* EXERCISE DETAILS:
In your copy, include no images and return each entry exactly as written.

* INPUT FOR THIS TASK:
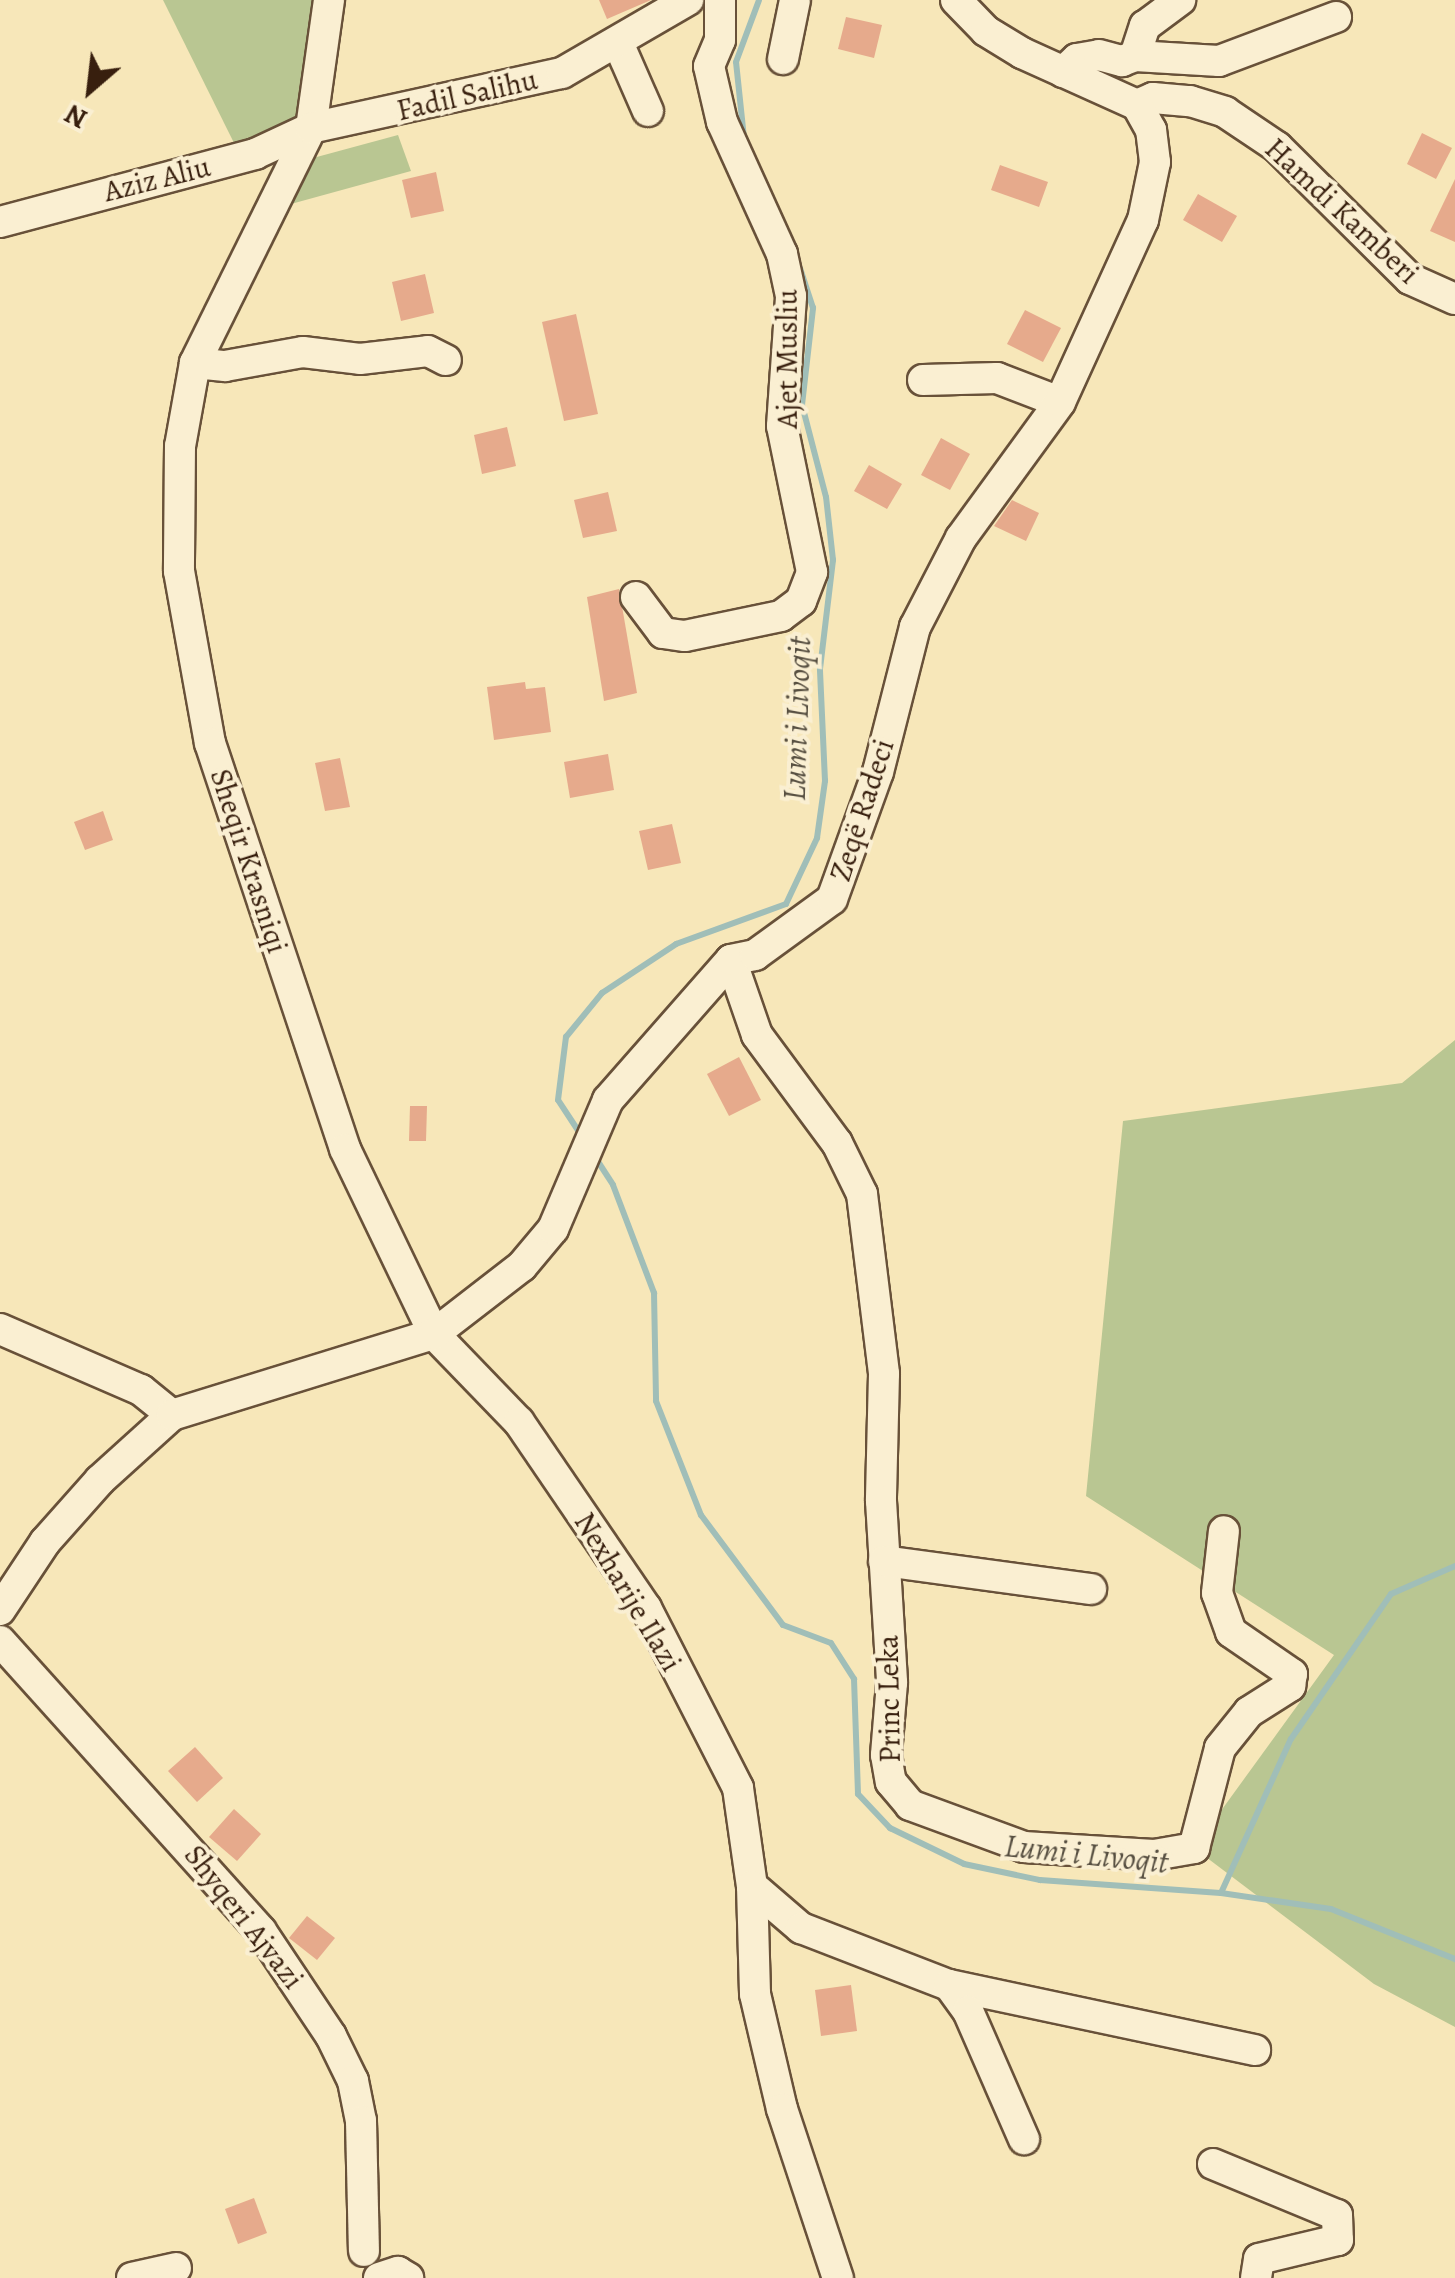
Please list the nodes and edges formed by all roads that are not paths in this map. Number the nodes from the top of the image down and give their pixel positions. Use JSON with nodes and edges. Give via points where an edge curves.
{"nodes":[{"id":1,"x":329,"y":0,"type":"edge"},
{"id":2,"x":688,"y":0,"type":"edge"},
{"id":3,"x":720,"y":0,"type":"edge"},
{"id":4,"x":795,"y":0,"type":"edge"},
{"id":5,"x":956,"y":0,"type":"edge"},
{"id":6,"x":1180,"y":0,"type":"edge"},
{"id":7,"x":1336,"y":17,"type":"dead end"},
{"id":8,"x":619,"y":45,"type":"junction"},
{"id":9,"x":1135,"y":56,"type":"junction"},
{"id":10,"x":783,"y":59,"type":"dead end"},
{"id":11,"x":1062,"y":72,"type":"junction"},
{"id":12,"x":1136,"y":105,"type":"junction"},
{"id":13,"x":648,"y":111,"type":"dead end"},
{"id":14,"x":310,"y":128,"type":"junction"},
{"id":15,"x":0,"y":222,"type":"edge"},
{"id":16,"x":1455,"y":300,"type":"edge"},
{"id":17,"x":446,"y":360,"type":"dead end"},
{"id":18,"x":195,"y":363,"type":"junction"},
{"id":19,"x":924,"y":380,"type":"dead end"},
{"id":20,"x":1060,"y":402,"type":"junction"},
{"id":21,"x":636,"y":597,"type":"dead end"},
{"id":22,"x":732,"y":960,"type":"junction"},
{"id":23,"x":0,"y":1329,"type":"edge"},
{"id":24,"x":434,"y":1334,"type":"junction"},
{"id":25,"x":172,"y":1416,"type":"junction"},
{"id":26,"x":1224,"y":1531,"type":"dead end"},
{"id":27,"x":884,"y":1561,"type":"junction"},
{"id":28,"x":1092,"y":1589,"type":"dead end"},
{"id":29,"x":0,"y":1610,"type":"edge"},
{"id":30,"x":0,"y":1642,"type":"edge"},
{"id":31,"x":752,"y":1886,"type":"junction"},
{"id":32,"x":950,"y":1985,"type":"junction"},
{"id":33,"x":1255,"y":2050,"type":"dead end"},
{"id":34,"x":1024,"y":2139,"type":"dead end"},
{"id":35,"x":1213,"y":2164,"type":"dead end"},
{"id":36,"x":372,"y":2265,"type":"edge"},
{"id":37,"x":176,"y":2268,"type":"dead end"},
{"id":38,"x":132,"y":2278,"type":"edge"},
{"id":39,"x":408,"y":2278,"type":"edge"},
{"id":40,"x":838,"y":2278,"type":"edge"},
{"id":41,"x":1256,"y":2278,"type":"edge"}],
"edges":[{"from":1,"to":14,"type":"street","name":"Sheqir Krasniqi"},
{"from":2,"to":8,"type":"street","name":"Fadil Salihu"},
{"from":3,"to":21,"type":"street","name":"Ajet Musliu","via":[[720,40],[709,66],[736,162],[782,254],[790,296],[782,426],[812,572],[801,601],[781,616],[686,636],[663,633]]},
{"from":4,"to":10,"type":"street"},
{"from":5,"to":11,"type":"street","name":"Hamdi Kamberi","via":[[986,31]]},
{"from":6,"to":9,"type":"street","via":[[1145,26]]},
{"from":7,"to":9,"type":"street","via":[[1219,60]]},
{"from":8,"to":13,"type":"street"},
{"from":8,"to":14,"type":"street","name":"Fadil Salihu","via":[[562,73],[504,89]]},
{"from":9,"to":11,"type":"street","via":[[1077,59]]},
{"from":11,"to":12,"type":"street","name":"Hamdi Kamberi"},
{"from":12,"to":16,"type":"street","name":"Hamdi Kamberi","via":[[1153,98],[1225,112],[1277,147],[1410,279]]},
{"from":12,"to":20,"type":"street","name":"Zeqë Radeci","via":[[1151,130],[1155,162],[1143,220]]},
{"from":14,"to":15,"type":"street","name":"Aziz Aliu","via":[[255,154]]},
{"from":14,"to":18,"type":"street","name":"Sheqir Krasniqi"},
{"from":17,"to":18,"type":"street","via":[[428,351],[360,359],[304,352],[225,366]]},
{"from":18,"to":24,"type":"street","name":"Sheqir Krasniqi","via":[[180,446],[179,571],[210,743],[345,1149]]},
{"from":19,"to":20,"type":"street","via":[[997,378]]},
{"from":20,"to":22,"type":"street","name":"Zeqë Radeci","via":[[961,538],[915,627],[878,772],[832,899],[755,955]]},
{"from":22,"to":24,"type":"street","name":"Zeqë Radeci","via":[[608,1100],[554,1230],[522,1266]]},
{"from":22,"to":27,"type":"street","name":"Princ Leka","via":[[756,1035],[837,1143],[862,1194],[884,1374]]},
{"from":23,"to":25,"type":"street","via":[[140,1390]]},
{"from":24,"to":25,"type":"street"},
{"from":24,"to":31,"type":"street","name":"Nexharije Ilazi","via":[[519,1422],[646,1608],[738,1788]]},
{"from":25,"to":29,"type":"street","via":[[100,1480],[45,1542]]},
{"from":26,"to":27,"type":"street","name":"Princ Leka","via":[[1217,1592],[1222,1613],[1251,1650],[1292,1674],[1290,1686],[1249,1712],[1220,1748],[1194,1848],[1154,1855],[1024,1848],[910,1805],[891,1782],[886,1755],[892,1683]]},
{"from":27,"to":28,"type":"street"},
{"from":30,"to":36,"type":"street","name":"Shyqeri Ajvazi","via":[[261,1931],[331,2036],[353,2081]]},
{"from":31,"to":32,"type":"street","via":[[801,1928]]},
{"from":31,"to":40,"type":"street","name":"Nexharije Ilazi","via":[[755,1994],[782,2110]]},
{"from":32,"to":33,"type":"street"},
{"from":32,"to":34,"type":"street"},
{"from":35,"to":41,"type":"street","via":[[1337,2215],[1338,2240],[1259,2259]]},
{"from":36,"to":39,"type":"street"},
{"from":37,"to":38,"type":"street"}]}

* TASK RESPONSE:
Please list the nodes and edges formed by all roads that are not paths in this map. Number the nodes from the top of the image down and give their pixel positions. Use JSON with nodes and edges. Give via points where an edge curves.
{"nodes":[{"id":1,"x":329,"y":0,"type":"edge"},
{"id":2,"x":688,"y":0,"type":"edge"},
{"id":3,"x":720,"y":0,"type":"edge"},
{"id":4,"x":795,"y":0,"type":"edge"},
{"id":5,"x":956,"y":0,"type":"edge"},
{"id":6,"x":1180,"y":0,"type":"edge"},
{"id":7,"x":1336,"y":17,"type":"dead end"},
{"id":8,"x":619,"y":45,"type":"junction"},
{"id":9,"x":1135,"y":56,"type":"junction"},
{"id":10,"x":783,"y":59,"type":"dead end"},
{"id":11,"x":1062,"y":72,"type":"junction"},
{"id":12,"x":1136,"y":105,"type":"junction"},
{"id":13,"x":648,"y":111,"type":"dead end"},
{"id":14,"x":310,"y":128,"type":"junction"},
{"id":15,"x":0,"y":222,"type":"edge"},
{"id":16,"x":1455,"y":300,"type":"edge"},
{"id":17,"x":446,"y":360,"type":"dead end"},
{"id":18,"x":195,"y":363,"type":"junction"},
{"id":19,"x":924,"y":380,"type":"dead end"},
{"id":20,"x":1060,"y":402,"type":"junction"},
{"id":21,"x":636,"y":597,"type":"dead end"},
{"id":22,"x":732,"y":960,"type":"junction"},
{"id":23,"x":0,"y":1329,"type":"edge"},
{"id":24,"x":434,"y":1334,"type":"junction"},
{"id":25,"x":172,"y":1416,"type":"junction"},
{"id":26,"x":1224,"y":1531,"type":"dead end"},
{"id":27,"x":884,"y":1561,"type":"junction"},
{"id":28,"x":1092,"y":1589,"type":"dead end"},
{"id":29,"x":0,"y":1610,"type":"edge"},
{"id":30,"x":0,"y":1642,"type":"edge"},
{"id":31,"x":752,"y":1886,"type":"junction"},
{"id":32,"x":950,"y":1985,"type":"junction"},
{"id":33,"x":1255,"y":2050,"type":"dead end"},
{"id":34,"x":1024,"y":2139,"type":"dead end"},
{"id":35,"x":1213,"y":2164,"type":"dead end"},
{"id":36,"x":372,"y":2265,"type":"edge"},
{"id":37,"x":176,"y":2268,"type":"dead end"},
{"id":38,"x":132,"y":2278,"type":"edge"},
{"id":39,"x":408,"y":2278,"type":"edge"},
{"id":40,"x":838,"y":2278,"type":"edge"},
{"id":41,"x":1256,"y":2278,"type":"edge"}],
"edges":[{"from":1,"to":14,"type":"street","name":"Sheqir Krasniqi"},
{"from":2,"to":8,"type":"street","name":"Fadil Salihu"},
{"from":3,"to":21,"type":"street","name":"Ajet Musliu","via":[[720,40],[709,66],[736,162],[782,254],[790,296],[782,426],[812,572],[801,601],[781,616],[686,636],[663,633]]},
{"from":4,"to":10,"type":"street"},
{"from":5,"to":11,"type":"street","name":"Hamdi Kamberi","via":[[986,31]]},
{"from":6,"to":9,"type":"street","via":[[1145,26]]},
{"from":7,"to":9,"type":"street","via":[[1219,60]]},
{"from":8,"to":13,"type":"street"},
{"from":8,"to":14,"type":"street","name":"Fadil Salihu","via":[[562,73],[504,89]]},
{"from":9,"to":11,"type":"street","via":[[1077,59]]},
{"from":11,"to":12,"type":"street","name":"Hamdi Kamberi"},
{"from":12,"to":16,"type":"street","name":"Hamdi Kamberi","via":[[1153,98],[1225,112],[1277,147],[1410,279]]},
{"from":12,"to":20,"type":"street","name":"Zeqë Radeci","via":[[1151,130],[1155,162],[1143,220]]},
{"from":14,"to":15,"type":"street","name":"Aziz Aliu","via":[[255,154]]},
{"from":14,"to":18,"type":"street","name":"Sheqir Krasniqi"},
{"from":17,"to":18,"type":"street","via":[[428,351],[360,359],[304,352],[225,366]]},
{"from":18,"to":24,"type":"street","name":"Sheqir Krasniqi","via":[[180,446],[179,571],[210,743],[345,1149]]},
{"from":19,"to":20,"type":"street","via":[[997,378]]},
{"from":20,"to":22,"type":"street","name":"Zeqë Radeci","via":[[961,538],[915,627],[878,772],[832,899],[755,955]]},
{"from":22,"to":24,"type":"street","name":"Zeqë Radeci","via":[[608,1100],[554,1230],[522,1266]]},
{"from":22,"to":27,"type":"street","name":"Princ Leka","via":[[756,1035],[837,1143],[862,1194],[884,1374]]},
{"from":23,"to":25,"type":"street","via":[[140,1390]]},
{"from":24,"to":25,"type":"street"},
{"from":24,"to":31,"type":"street","name":"Nexharije Ilazi","via":[[519,1422],[646,1608],[738,1788]]},
{"from":25,"to":29,"type":"street","via":[[100,1480],[45,1542]]},
{"from":26,"to":27,"type":"street","name":"Princ Leka","via":[[1217,1592],[1222,1613],[1251,1650],[1292,1674],[1290,1686],[1249,1712],[1220,1748],[1194,1848],[1154,1855],[1024,1848],[910,1805],[891,1782],[886,1755],[892,1683]]},
{"from":27,"to":28,"type":"street"},
{"from":30,"to":36,"type":"street","name":"Shyqeri Ajvazi","via":[[261,1931],[331,2036],[353,2081]]},
{"from":31,"to":32,"type":"street","via":[[801,1928]]},
{"from":31,"to":40,"type":"street","name":"Nexharije Ilazi","via":[[755,1994],[782,2110]]},
{"from":32,"to":33,"type":"street"},
{"from":32,"to":34,"type":"street"},
{"from":35,"to":41,"type":"street","via":[[1337,2215],[1338,2240],[1259,2259]]},
{"from":36,"to":39,"type":"street"},
{"from":37,"to":38,"type":"street"}]}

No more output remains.